# 加拿大论文代写：因子分析

PCA has close relation with the analysis of factor. Analysis of factor, in the typical sense, incorporates assumptions specific to domain regarding the underlying structure, while solving eigenvectors over a matrix that is slightly different. In addition, the results obtained from PCA have key dependence upon the variables scales, while there is a development of PCA in form of invariant scale (Abdi & Williams, 2010). There is limitation of applicable PCA by specific assumption while drafting out its derivation.

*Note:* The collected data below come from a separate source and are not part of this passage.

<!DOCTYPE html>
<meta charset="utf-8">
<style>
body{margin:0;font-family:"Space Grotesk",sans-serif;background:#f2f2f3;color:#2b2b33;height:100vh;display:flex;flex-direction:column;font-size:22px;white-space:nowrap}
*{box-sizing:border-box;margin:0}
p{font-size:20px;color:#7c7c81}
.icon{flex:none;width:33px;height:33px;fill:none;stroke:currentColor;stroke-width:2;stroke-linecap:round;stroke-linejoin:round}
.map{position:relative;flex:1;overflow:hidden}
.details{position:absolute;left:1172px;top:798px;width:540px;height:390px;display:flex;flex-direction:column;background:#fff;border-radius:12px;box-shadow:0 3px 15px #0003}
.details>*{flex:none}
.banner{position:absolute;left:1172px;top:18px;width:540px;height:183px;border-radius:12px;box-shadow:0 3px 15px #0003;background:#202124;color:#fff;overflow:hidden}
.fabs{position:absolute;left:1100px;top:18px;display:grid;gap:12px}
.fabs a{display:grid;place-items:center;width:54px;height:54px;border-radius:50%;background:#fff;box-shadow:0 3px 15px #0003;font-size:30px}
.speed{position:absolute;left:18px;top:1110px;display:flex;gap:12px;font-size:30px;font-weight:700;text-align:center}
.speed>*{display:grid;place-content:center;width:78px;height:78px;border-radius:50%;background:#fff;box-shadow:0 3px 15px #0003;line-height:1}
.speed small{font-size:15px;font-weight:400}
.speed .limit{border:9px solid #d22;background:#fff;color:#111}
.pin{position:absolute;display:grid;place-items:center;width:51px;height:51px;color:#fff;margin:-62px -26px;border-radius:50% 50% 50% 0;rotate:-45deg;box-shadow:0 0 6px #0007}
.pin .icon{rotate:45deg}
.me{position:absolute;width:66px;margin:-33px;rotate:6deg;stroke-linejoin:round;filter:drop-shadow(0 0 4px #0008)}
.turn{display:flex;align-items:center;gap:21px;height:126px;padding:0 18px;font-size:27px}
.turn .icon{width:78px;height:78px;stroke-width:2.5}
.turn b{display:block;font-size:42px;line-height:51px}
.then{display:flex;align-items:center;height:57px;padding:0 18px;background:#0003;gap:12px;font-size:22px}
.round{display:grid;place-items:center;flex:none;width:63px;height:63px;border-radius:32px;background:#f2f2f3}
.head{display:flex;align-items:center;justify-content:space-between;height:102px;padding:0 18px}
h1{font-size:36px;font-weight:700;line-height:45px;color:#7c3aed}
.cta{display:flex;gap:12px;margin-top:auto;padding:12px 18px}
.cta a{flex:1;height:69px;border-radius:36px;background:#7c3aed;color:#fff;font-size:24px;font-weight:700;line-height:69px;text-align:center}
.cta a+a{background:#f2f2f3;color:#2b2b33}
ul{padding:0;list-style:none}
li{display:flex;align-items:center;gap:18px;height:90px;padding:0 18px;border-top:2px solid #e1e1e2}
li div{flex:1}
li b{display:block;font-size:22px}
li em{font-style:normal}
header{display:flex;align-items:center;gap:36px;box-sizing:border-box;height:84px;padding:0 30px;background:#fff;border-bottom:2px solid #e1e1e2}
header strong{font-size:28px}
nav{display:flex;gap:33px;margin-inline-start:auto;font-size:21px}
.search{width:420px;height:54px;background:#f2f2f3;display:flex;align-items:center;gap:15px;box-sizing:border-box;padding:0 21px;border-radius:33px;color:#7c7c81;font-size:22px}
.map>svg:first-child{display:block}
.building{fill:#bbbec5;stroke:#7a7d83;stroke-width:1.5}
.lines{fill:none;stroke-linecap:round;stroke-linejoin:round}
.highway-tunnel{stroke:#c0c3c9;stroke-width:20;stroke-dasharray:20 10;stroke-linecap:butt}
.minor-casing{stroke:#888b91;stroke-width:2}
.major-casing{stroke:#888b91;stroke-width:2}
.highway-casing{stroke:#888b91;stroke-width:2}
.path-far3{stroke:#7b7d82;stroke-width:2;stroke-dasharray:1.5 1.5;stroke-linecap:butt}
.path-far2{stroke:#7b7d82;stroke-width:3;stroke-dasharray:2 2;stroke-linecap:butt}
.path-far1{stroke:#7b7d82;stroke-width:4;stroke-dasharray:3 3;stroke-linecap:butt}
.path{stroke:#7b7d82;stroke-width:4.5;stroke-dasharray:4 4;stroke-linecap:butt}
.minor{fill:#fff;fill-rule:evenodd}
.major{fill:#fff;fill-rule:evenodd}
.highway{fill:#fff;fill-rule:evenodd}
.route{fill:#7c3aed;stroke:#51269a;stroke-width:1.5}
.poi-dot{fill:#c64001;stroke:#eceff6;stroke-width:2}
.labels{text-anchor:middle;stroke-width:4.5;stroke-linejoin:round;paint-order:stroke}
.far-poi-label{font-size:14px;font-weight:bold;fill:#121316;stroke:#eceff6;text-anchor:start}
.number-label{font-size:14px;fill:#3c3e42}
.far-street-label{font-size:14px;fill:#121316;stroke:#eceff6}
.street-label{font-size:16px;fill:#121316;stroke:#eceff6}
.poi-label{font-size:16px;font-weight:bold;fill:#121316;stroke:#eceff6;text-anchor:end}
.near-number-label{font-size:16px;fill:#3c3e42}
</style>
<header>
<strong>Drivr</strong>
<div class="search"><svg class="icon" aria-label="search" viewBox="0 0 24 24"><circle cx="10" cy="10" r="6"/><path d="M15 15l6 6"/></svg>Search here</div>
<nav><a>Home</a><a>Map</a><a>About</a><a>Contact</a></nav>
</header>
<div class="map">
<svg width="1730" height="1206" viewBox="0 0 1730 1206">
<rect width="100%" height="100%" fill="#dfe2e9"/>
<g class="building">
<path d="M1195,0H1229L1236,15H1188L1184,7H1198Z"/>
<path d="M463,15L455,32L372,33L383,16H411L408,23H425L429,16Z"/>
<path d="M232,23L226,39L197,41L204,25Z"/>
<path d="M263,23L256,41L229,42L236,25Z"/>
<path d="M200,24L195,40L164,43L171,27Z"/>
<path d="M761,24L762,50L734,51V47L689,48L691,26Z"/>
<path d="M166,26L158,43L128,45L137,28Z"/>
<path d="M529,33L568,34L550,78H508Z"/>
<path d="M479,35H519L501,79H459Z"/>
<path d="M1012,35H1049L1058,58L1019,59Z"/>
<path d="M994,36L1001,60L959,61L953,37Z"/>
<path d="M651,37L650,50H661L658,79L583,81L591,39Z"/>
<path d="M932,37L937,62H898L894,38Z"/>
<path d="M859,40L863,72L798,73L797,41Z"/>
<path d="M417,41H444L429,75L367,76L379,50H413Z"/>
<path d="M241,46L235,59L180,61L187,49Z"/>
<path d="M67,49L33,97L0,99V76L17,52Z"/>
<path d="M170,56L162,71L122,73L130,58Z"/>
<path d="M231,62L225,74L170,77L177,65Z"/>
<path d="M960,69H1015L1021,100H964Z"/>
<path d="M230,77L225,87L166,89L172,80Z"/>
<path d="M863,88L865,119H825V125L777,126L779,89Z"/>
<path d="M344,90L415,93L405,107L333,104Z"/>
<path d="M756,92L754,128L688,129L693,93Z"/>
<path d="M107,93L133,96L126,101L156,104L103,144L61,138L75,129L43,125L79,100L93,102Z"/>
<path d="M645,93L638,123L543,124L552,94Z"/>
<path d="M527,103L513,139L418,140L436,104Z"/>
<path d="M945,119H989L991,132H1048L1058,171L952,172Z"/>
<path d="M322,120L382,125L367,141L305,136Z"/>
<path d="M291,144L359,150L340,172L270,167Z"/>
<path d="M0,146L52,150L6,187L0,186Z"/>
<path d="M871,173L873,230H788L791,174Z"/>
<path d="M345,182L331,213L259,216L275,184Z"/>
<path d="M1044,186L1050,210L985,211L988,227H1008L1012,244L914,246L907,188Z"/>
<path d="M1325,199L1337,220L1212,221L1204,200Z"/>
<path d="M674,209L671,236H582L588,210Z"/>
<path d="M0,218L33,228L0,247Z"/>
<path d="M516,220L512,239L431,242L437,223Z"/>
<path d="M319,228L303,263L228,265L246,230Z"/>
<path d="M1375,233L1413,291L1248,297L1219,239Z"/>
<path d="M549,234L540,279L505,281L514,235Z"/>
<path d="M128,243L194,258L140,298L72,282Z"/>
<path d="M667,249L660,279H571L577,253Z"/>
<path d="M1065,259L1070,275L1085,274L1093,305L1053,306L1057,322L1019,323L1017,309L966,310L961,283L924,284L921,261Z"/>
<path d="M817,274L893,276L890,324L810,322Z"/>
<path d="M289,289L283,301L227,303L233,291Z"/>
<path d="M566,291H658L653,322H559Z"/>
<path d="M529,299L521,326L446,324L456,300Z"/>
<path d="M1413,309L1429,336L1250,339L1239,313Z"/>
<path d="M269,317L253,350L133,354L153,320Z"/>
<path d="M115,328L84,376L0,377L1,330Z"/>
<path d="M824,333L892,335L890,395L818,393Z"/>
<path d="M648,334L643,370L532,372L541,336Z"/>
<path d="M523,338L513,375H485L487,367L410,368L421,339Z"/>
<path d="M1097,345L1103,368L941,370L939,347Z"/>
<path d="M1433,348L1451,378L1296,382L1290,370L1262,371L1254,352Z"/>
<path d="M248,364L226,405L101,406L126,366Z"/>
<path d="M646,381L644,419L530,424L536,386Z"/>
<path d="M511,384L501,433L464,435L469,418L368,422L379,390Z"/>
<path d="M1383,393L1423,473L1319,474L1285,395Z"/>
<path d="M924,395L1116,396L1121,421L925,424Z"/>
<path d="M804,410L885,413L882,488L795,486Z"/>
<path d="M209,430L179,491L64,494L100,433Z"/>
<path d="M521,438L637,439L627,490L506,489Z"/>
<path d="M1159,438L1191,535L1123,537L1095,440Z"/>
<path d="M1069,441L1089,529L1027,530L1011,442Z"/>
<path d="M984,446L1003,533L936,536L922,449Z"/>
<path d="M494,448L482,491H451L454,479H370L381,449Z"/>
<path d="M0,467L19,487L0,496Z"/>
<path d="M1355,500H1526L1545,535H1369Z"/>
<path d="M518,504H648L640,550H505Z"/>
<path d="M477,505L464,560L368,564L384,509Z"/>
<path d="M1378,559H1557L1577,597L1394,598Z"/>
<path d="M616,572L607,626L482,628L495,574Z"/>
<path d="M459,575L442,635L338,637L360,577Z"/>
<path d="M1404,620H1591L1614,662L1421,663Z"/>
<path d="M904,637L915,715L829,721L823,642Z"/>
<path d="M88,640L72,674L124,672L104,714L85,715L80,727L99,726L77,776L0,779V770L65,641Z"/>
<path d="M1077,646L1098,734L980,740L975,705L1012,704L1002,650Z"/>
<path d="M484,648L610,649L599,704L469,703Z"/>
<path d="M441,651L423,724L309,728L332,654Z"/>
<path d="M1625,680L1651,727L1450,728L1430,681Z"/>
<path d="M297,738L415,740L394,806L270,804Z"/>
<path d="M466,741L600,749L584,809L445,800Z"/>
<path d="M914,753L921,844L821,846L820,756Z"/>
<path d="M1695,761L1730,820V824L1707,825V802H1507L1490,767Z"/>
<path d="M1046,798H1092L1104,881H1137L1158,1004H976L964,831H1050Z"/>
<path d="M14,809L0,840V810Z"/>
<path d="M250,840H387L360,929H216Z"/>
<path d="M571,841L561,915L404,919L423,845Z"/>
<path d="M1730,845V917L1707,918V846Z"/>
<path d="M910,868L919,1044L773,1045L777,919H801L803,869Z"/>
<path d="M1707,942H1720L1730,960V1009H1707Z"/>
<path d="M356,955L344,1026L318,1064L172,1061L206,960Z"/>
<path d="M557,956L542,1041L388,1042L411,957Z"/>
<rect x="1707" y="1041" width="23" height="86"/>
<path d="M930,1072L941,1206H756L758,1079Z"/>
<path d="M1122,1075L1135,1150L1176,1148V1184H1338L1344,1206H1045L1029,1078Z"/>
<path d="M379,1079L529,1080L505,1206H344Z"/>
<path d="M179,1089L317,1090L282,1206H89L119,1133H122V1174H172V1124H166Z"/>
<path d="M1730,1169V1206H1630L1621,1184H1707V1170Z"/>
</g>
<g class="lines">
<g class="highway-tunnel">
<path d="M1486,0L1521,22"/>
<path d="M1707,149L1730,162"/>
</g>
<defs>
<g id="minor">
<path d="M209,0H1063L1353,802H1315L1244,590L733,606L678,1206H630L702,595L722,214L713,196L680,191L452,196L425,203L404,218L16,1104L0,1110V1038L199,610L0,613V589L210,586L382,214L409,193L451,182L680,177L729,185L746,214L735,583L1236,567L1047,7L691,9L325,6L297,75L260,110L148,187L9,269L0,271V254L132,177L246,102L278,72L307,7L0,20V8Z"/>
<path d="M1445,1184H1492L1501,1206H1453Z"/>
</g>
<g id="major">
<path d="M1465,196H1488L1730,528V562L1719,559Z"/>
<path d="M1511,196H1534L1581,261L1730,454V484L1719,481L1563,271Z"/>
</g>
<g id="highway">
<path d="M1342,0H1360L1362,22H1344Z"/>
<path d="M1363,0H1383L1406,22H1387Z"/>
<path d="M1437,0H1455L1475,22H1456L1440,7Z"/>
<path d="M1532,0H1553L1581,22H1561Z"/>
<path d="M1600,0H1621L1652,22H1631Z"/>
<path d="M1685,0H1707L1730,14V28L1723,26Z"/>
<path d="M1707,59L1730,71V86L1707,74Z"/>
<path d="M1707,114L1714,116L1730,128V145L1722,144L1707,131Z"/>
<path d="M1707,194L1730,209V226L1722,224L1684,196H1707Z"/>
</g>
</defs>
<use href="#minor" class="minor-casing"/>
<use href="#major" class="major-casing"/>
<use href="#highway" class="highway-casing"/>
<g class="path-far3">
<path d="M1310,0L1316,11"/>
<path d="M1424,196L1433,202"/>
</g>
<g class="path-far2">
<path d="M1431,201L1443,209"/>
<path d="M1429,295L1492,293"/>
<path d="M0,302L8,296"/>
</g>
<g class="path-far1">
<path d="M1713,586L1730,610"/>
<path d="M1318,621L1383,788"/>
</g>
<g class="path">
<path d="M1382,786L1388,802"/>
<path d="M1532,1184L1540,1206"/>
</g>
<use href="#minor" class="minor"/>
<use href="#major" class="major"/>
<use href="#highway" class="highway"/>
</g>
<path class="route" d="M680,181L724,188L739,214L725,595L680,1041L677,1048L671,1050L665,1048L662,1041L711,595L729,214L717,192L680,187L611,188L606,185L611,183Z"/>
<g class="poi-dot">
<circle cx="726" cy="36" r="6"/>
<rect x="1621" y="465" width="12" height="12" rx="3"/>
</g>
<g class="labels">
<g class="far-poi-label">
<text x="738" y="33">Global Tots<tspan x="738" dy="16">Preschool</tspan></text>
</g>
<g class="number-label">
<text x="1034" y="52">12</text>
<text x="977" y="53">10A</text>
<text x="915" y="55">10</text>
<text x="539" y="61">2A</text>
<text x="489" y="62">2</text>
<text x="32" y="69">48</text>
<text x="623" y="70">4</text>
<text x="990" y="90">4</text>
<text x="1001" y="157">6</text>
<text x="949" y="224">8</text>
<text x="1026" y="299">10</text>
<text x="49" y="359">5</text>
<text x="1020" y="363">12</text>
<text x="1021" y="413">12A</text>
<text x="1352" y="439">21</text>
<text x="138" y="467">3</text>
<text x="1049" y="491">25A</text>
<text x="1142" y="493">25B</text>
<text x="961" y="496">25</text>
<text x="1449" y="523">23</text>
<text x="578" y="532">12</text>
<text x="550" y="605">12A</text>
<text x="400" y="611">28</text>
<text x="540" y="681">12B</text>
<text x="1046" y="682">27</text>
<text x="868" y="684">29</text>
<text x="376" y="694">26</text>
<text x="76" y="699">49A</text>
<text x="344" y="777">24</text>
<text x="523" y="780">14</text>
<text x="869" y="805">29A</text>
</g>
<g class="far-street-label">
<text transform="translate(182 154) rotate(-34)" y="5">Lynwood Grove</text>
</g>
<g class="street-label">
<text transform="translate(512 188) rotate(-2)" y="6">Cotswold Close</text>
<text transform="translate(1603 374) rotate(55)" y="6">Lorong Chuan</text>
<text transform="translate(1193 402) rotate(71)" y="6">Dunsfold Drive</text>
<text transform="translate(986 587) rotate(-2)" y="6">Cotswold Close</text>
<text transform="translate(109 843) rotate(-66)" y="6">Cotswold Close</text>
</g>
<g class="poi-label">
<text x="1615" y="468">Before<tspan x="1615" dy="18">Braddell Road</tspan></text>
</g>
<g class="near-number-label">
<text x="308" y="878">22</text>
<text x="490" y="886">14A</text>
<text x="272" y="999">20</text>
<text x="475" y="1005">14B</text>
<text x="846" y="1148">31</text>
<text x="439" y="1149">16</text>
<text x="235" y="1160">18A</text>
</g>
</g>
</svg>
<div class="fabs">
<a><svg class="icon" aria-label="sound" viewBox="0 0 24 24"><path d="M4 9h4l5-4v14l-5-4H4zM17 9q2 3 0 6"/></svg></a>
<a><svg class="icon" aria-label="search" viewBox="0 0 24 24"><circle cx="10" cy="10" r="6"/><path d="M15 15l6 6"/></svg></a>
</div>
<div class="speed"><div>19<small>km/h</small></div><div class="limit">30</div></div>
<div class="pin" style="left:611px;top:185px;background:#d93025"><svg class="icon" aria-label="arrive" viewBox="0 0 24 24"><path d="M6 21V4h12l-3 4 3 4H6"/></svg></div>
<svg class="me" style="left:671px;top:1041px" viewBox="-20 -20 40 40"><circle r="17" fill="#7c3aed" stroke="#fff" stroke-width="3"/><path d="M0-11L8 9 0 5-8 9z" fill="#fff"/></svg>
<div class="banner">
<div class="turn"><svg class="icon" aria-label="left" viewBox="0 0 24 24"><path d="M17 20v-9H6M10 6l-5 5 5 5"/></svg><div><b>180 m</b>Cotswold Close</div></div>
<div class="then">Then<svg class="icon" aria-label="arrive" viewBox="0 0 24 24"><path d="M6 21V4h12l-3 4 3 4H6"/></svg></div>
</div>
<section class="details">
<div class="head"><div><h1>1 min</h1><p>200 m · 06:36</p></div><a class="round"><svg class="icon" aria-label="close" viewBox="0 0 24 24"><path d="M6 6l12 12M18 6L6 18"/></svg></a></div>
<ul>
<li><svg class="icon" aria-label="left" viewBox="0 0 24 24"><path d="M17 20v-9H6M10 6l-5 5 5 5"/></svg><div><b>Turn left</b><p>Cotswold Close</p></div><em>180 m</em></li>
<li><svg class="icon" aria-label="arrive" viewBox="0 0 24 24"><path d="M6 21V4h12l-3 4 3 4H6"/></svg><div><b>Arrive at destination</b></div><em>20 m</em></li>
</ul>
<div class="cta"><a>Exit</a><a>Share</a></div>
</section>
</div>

The first presumption is in terms of linearity that data set will be linear combinations of each and every variable involved. The second presumption is regarding the significance of co- variance and mean. There does not seem to any guarantee in directing maximum variance that consists of good attributes for discrimination (Bowen & Guo, 2011). The third presumption is about large variances having significant dynamics.
This states that components having large variance will be corresponding with the crucial dynamics, while the lower ones will be corresponding with noise. In statistical terms, there is use of varimax rotation for simplifying the expression of a specific sub- space with respect to some major items. The actual system of coordinate will not change. No change will take place as it is the orthogonal base, rotating for ensuring alignment between different coordinates (Bro & Smilde, 2014). The discovery of sub- space with PCA can be expressed as a dense base with a number of non- zero weight, creating difficult interpretation. Varimax is needed as rotation as it helps in maximizing the total variances across the squared loadings. Squared loading can be identified as squared correlations between factors and variables. The preservation of orthogonality requires that the rotation will be leaving the invariant of sub- space.